(Collected data)
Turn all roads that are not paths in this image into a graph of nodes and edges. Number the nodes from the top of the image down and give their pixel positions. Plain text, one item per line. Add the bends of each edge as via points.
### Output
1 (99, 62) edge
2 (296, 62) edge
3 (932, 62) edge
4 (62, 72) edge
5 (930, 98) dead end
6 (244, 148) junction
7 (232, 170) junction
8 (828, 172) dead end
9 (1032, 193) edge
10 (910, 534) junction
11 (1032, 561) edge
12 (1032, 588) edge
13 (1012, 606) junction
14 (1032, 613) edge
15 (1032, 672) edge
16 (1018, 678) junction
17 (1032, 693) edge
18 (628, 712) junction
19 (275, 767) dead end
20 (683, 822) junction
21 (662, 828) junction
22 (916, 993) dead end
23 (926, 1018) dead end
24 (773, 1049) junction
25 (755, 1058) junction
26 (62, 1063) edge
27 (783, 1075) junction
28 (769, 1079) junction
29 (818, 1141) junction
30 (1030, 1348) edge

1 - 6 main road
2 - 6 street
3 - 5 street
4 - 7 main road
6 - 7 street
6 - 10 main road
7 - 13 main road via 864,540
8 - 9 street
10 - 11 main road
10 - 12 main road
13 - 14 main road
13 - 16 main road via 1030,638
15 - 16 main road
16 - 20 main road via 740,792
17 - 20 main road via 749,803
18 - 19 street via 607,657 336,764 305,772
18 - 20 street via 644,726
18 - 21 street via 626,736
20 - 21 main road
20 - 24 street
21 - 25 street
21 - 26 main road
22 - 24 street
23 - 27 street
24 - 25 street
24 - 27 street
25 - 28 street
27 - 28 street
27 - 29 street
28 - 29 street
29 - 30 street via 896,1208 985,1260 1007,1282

* * *

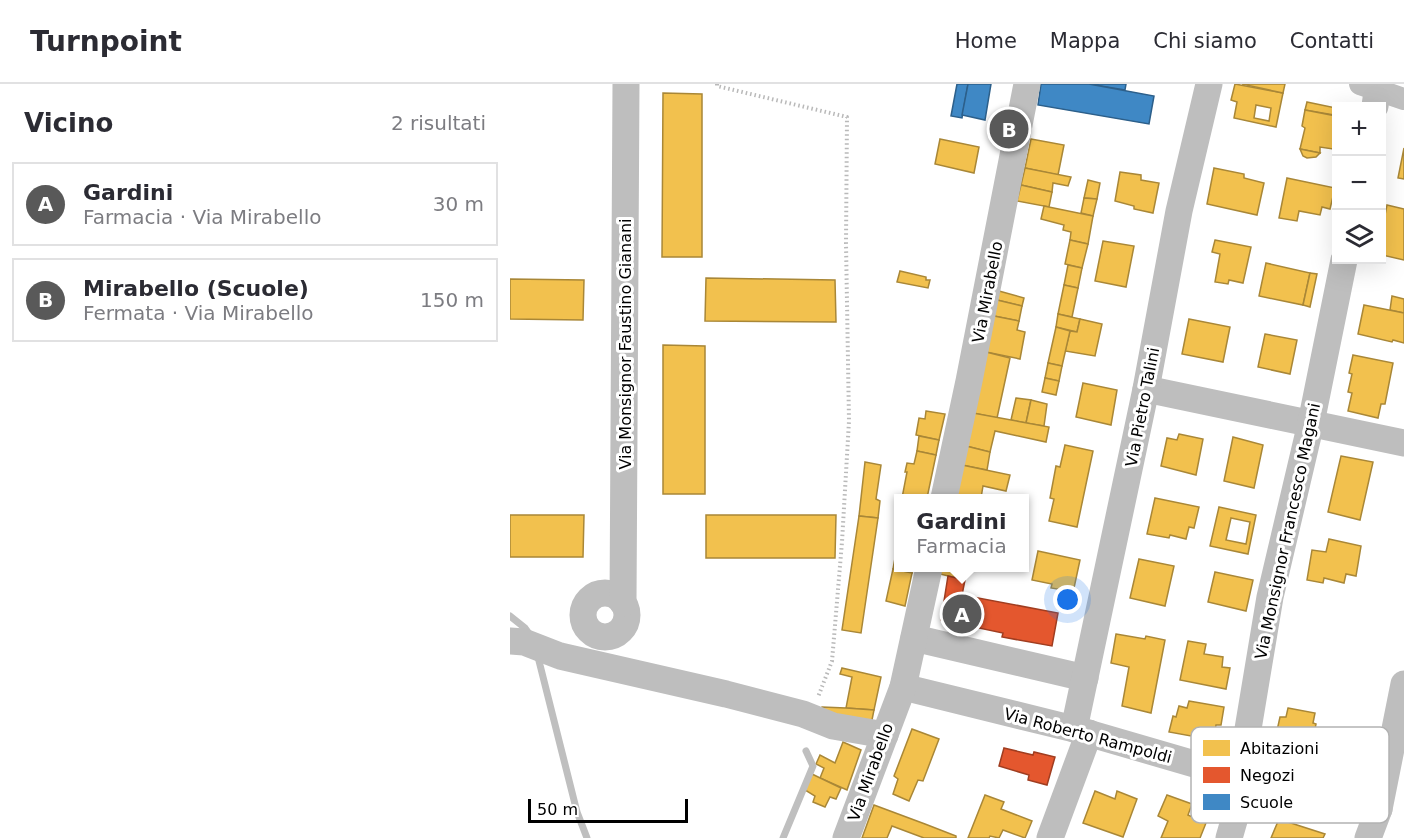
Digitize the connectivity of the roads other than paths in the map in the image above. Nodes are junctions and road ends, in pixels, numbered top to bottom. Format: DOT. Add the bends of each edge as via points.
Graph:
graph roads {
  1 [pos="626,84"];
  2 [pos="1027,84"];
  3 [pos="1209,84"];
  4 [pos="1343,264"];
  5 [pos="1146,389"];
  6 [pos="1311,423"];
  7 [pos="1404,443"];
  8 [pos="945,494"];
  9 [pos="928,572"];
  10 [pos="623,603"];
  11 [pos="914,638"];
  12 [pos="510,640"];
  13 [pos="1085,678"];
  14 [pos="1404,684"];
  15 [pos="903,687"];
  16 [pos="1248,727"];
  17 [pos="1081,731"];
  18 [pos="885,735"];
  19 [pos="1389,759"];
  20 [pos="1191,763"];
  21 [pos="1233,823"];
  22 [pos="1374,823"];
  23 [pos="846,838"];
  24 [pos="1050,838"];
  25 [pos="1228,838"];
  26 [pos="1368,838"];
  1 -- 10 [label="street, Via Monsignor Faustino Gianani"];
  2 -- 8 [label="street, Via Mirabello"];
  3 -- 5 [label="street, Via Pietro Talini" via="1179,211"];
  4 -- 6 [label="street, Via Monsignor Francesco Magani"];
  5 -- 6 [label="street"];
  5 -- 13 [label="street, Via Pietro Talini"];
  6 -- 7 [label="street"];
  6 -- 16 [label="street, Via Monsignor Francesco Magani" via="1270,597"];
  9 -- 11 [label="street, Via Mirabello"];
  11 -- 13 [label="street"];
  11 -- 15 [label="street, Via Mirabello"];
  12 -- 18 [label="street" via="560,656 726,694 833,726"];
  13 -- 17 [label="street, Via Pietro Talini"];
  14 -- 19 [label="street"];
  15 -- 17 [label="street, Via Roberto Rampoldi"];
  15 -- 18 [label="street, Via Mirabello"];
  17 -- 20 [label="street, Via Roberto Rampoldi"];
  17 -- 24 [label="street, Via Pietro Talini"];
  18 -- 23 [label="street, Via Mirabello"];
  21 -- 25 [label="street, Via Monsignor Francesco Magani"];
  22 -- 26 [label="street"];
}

- [Problem]
Count the lines above that contain the word "bends", and reply with only that number.

- [Written solution]
2